Is it wrong to want to come to the goal of lovers out of mutual agreement, rather than as an end result of a game of conquest and surrender? (I read an article today about a study that confirms what I read in the book "Sexual chemistry" about how all relationships are initiated by the female through body language. (i.e., women send signals to tell the guys they want to talk to, to come hither.)) (It seems like a silly game to me. (Women decide who they will consider "surrendering" to and instigate the interaction, yet the game is played out to give men the illusion that they are "conquering" the women and it was all their doing.) (Before I could play that game I would have to learn to recognize and interpret the body language of women, learn how I am supposed to play "conqueror", gain confidence that the signals I am seeing are sent to me (Sometimes I have noticed women looking at me, but I always look behind me to see who they are really looking at.), and overcome my fear of intimacy.) (And, since I don't know how to play the game and haven't experienced it, maybe I am not qualified to have an opinion on it.) (I think about learning how, every time I fall in lust at the bar, and then my mind starts ticking off all the potential penalty cards one can draw when playing it:
1. Catching something the doctors can cure.

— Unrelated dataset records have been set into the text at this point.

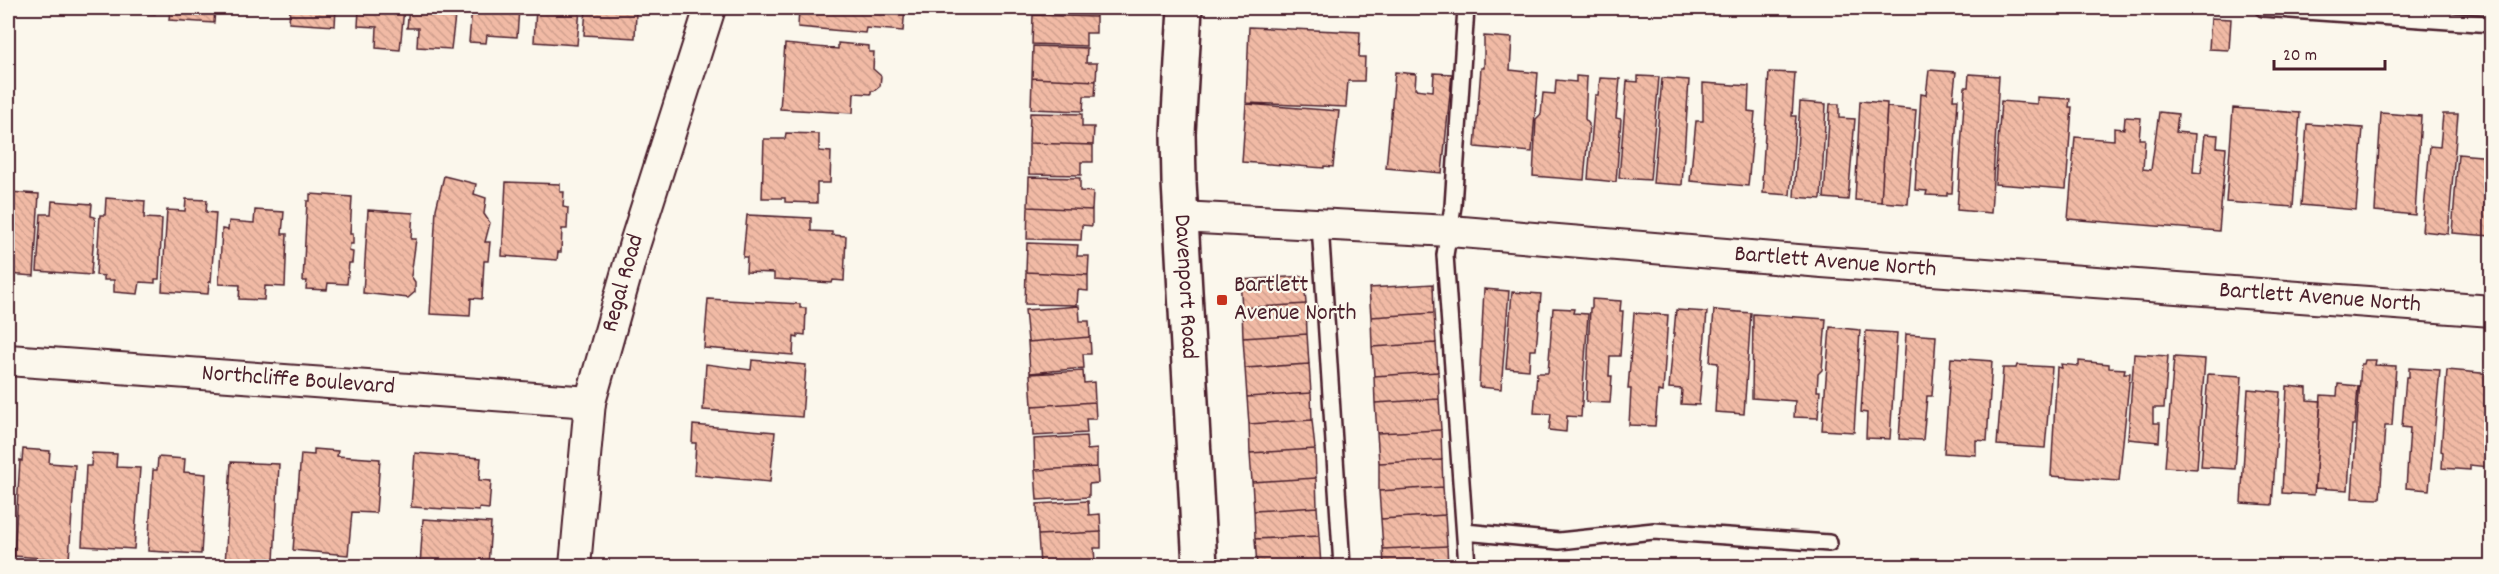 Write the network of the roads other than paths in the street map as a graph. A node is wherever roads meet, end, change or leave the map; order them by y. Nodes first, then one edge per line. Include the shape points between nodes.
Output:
1 (710, 8) edge
2 (1185, 8) edge
3 (1466, 8) edge
4 (2263, 8) edge
5 (2492, 24) edge
6 (1180, 217) junction
7 (1320, 225) junction
8 (1450, 231) junction
9 (2492, 311) edge
10 (8, 360) edge
11 (590, 402) junction
12 (1465, 532) junction
13 (1829, 543) dead end
14 (575, 567) edge
15 (1200, 567) edge
16 (1342, 567) edge
17 (1467, 567) edge

1 - 11 street, Regal Road
2 - 6 street, Davenport Road via 1178,133
3 - 8 lane
4 - 5 lane
6 - 7 street, Bartlett Avenue North
6 - 15 street, Davenport Road
7 - 8 street, Bartlett Avenue North
7 - 16 lane
8 - 9 street, Bartlett Avenue North
8 - 12 lane via 1445,255
10 - 11 street, Northcliffe Boulevard
11 - 14 street, Regal Road
12 - 13 lane via 1559,541 1654,531
12 - 17 lane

2. Catching something the doctors can't cure.
3. Getting beat up or killed by a jealous beau or husband.
4. Getting robbed after I fall asleep.
5. Having to deal with someone who takes sex too seriously, and decides she wants more than one nite.
6. Run into another man hater, who will take it out on me.

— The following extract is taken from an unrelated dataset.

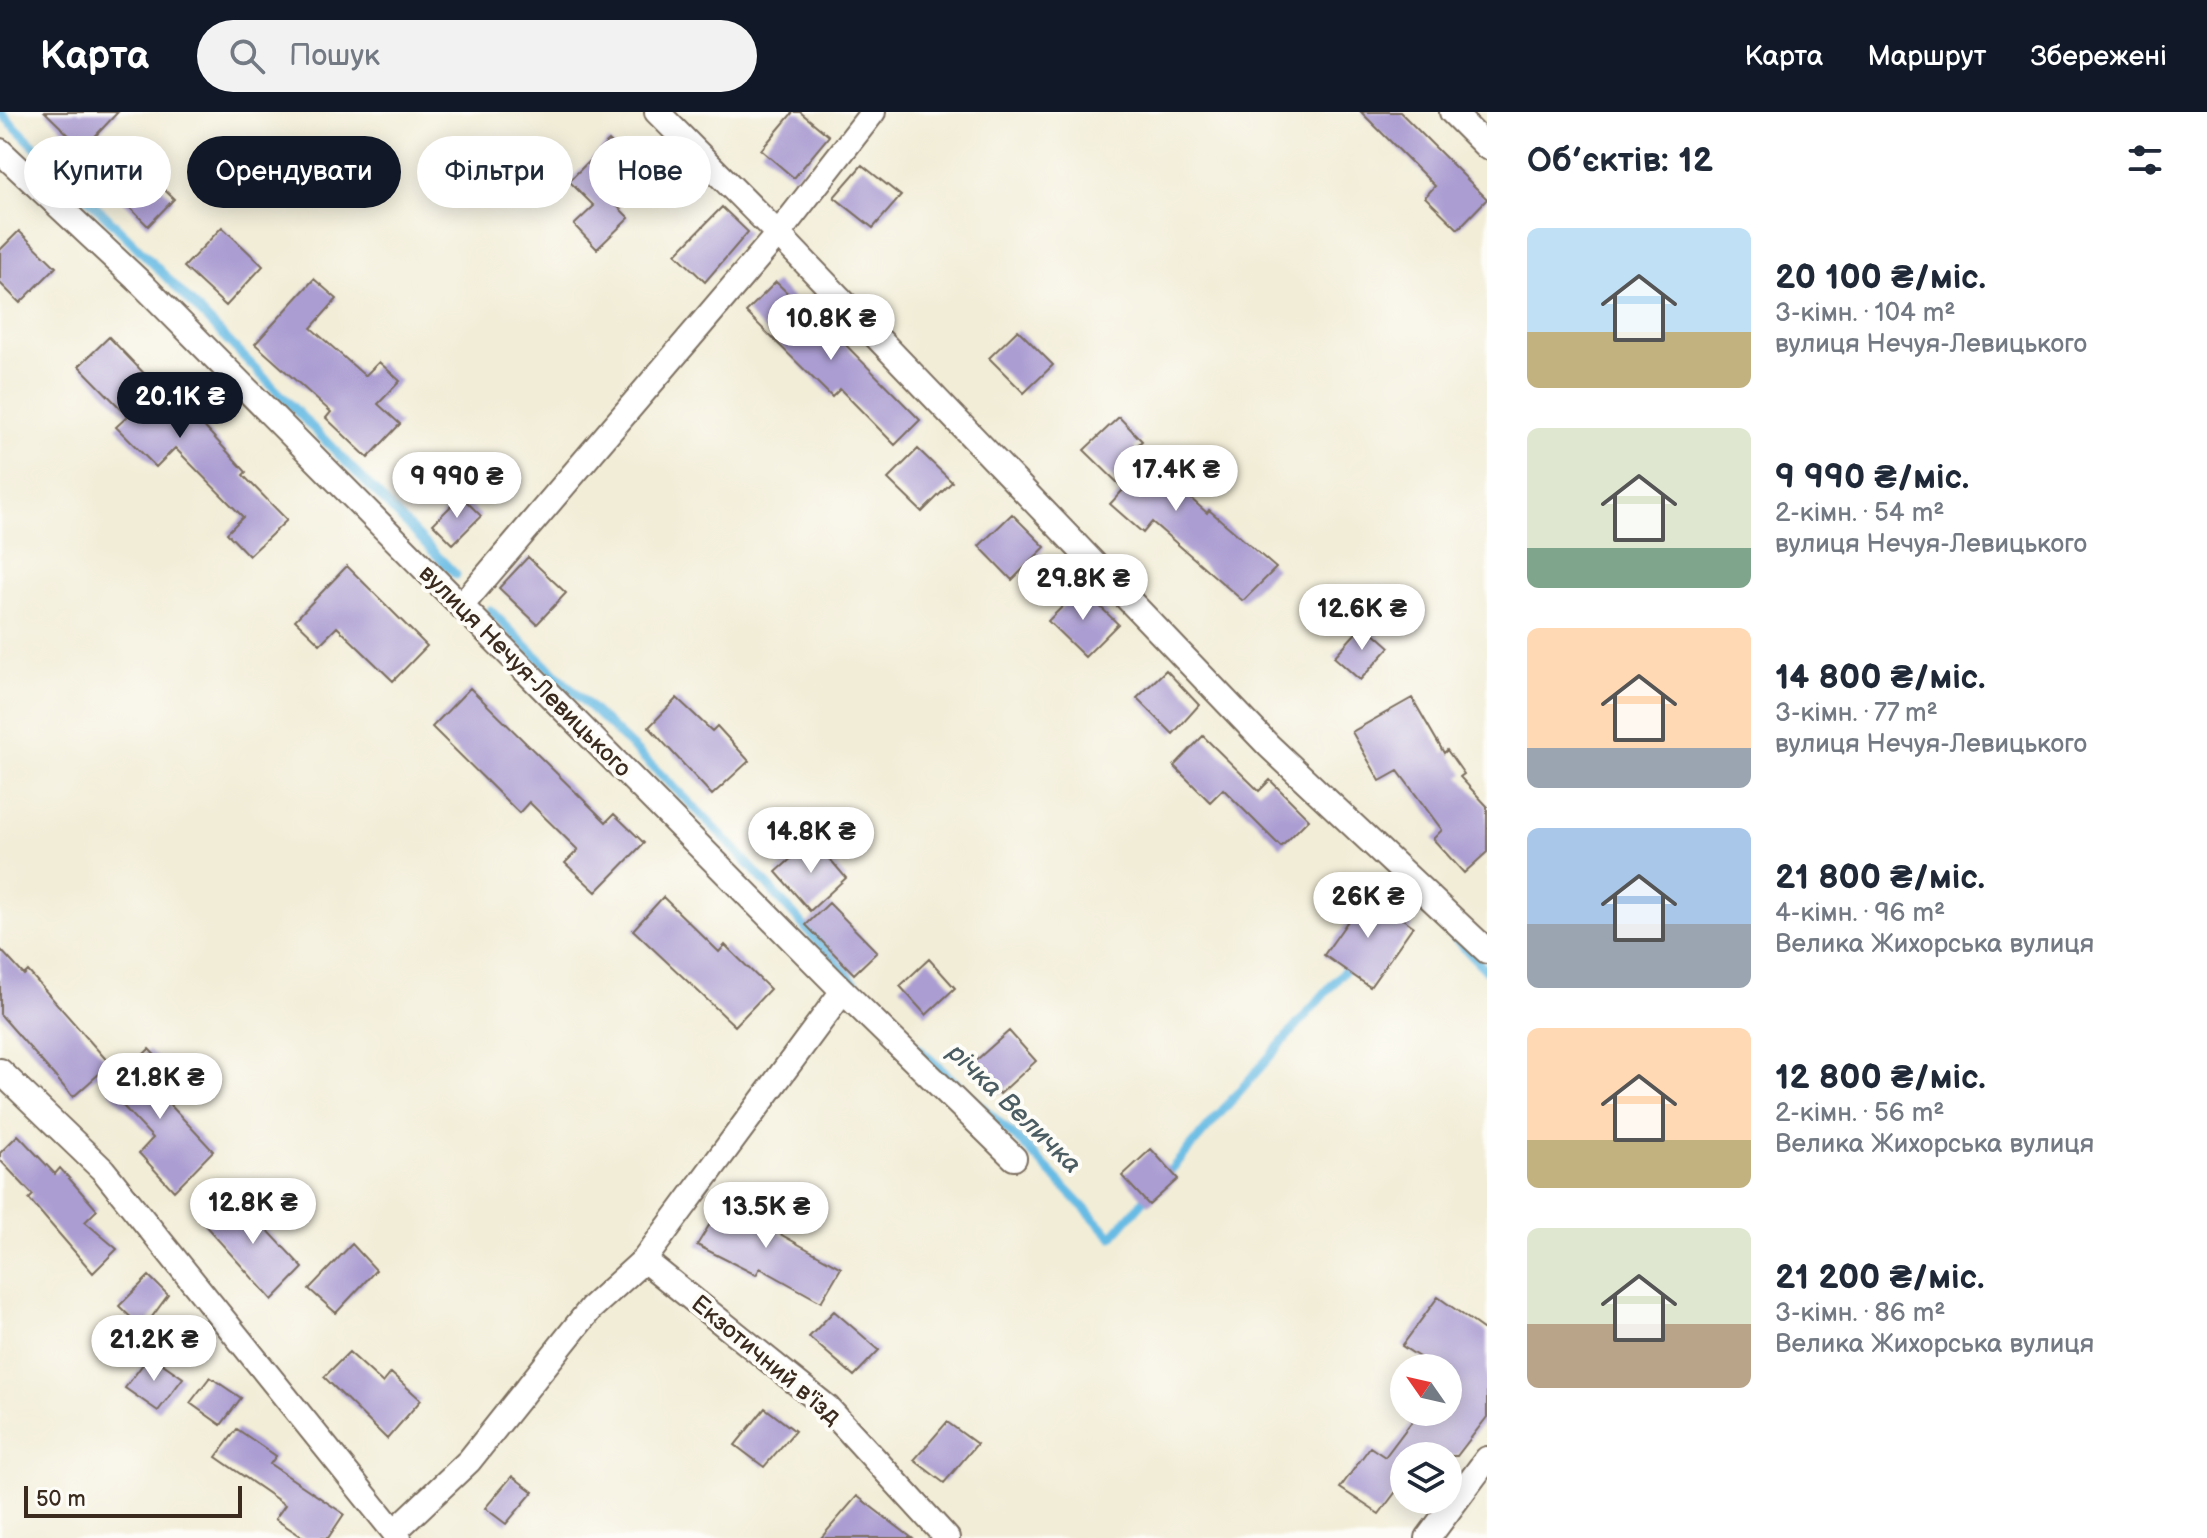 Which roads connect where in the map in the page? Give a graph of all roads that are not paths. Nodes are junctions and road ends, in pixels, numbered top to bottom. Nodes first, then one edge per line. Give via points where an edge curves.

7. It doesn't effect me, but there is also the potential of pregnancy.
8. )
(11pm) Quiet nite of tv and music.
9-11-86
(11pm) Erica stopped by and watched some tv with me, and we had a nice visit. (I do love her company!)
9-12-86
(6pm) I am ready for the new tv season. (I am sick of reruns.)

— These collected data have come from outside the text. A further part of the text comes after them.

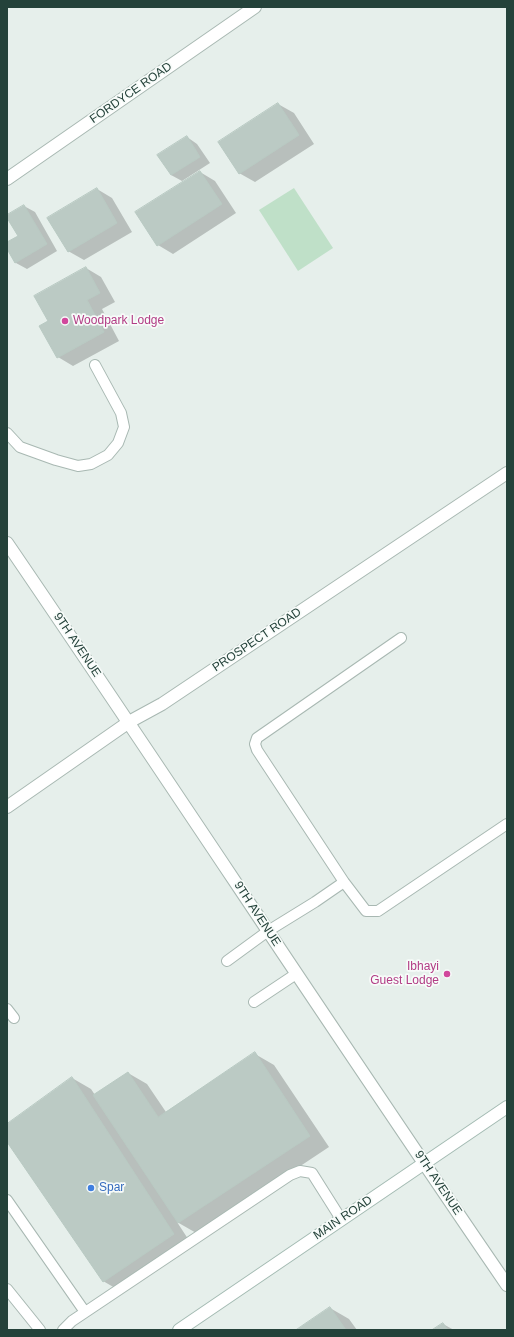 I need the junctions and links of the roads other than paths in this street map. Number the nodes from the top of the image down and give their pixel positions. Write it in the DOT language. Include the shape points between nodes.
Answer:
graph roads {
  1 [pos="256,7"];
  2 [pos="7,179"];
  3 [pos="95,365"];
  4 [pos="7,433"];
  5 [pos="507,472"];
  6 [pos="7,543"];
  7 [pos="400,638"];
  8 [pos="129,722"];
  9 [pos="7,807"];
  10 [pos="507,824"];
  11 [pos="344,882"];
  12 [pos="268,931"];
  13 [pos="227,961"];
  14 [pos="296,974"];
  15 [pos="254,1002"];
  16 [pos="7,1009"];
  17 [pos="14,1018"];
  18 [pos="507,1107"];
  19 [pos="425,1164"];
  20 [pos="7,1200"];
  21 [pos="341,1219"];
  22 [pos="503,1273"];
  23 [pos="507,1285"];
  24 [pos="7,1289"];
  25 [pos="85,1312"];
  26 [pos="40,1330"];
  27 [pos="63,1330"];
  28 [pos="179,1330"];
  1 -- 2 [label="street, FORDYCE ROAD"];
  3 -- 4 [label="lane" via="121,413 124,427 118,443 108,455 91,464 78,466 20,447"];
  5 -- 8 [label="street, PROSPECT ROAD" via="162,704"];
  6 -- 8 [label="street, 9TH AVENUE"];
  7 -- 11 [label="lane" via="257,738 255,744"];
  8 -- 9 [label="street, PROSPECT ROAD"];
  8 -- 12 [label="street, 9TH AVENUE"];
  10 -- 11 [label="lane" via="378,911 366,911"];
  11 -- 12 [label="lane"];
  12 -- 13 [label="lane"];
  12 -- 14 [label="street, 9TH AVENUE"];
  14 -- 15 [label="lane"];
  14 -- 19 [label="street, 9TH AVENUE"];
  16 -- 17 [label="lane"];
  18 -- 19 [label="street, MAIN ROAD"];
  19 -- 21 [label="street, MAIN ROAD"];
  19 -- 22 [label="street, 9TH AVENUE"];
  20 -- 25 [label="lane"];
  21 -- 25 [label="lane" via="312,1173 300,1171 290,1175"];
  21 -- 28 [label="street, MAIN ROAD"];
  22 -- 23 [label="street, 9TH AVENUE"];
  24 -- 26 [label="lane"];
  25 -- 27 [label="lane"];
}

Although I am still not talking much when I go out and about, I have talked more in the past six months than in ages. (In the last six months I have trained twelve people. (Although I feel a bit guilty about it sometimes, I feel, to teach effectively, I need to get to know them as people and for them to know me as a person. (So we end up bs'ing a lot as we go along. (It builds the rapport that facilitates teaching.))) (Tis kind of amusing, but the biggest part of teaching, that I have found, is simply helping them to find the confidence in themselves that they can do it. (Tis amazing. (Up to the point where they break through and become confident, teaching is tough; but once they get it, it's a breeze. (That has given me reason to hope that if I can break through and find some confidence, relationships will start to come easy to me.))))) (Now I have got to take it a step further and find some way to talk more in social settings.)
9-13-86
(2am) Another Friday nite.
I went to the Top Hat. (Good tunes and multiple lust again.)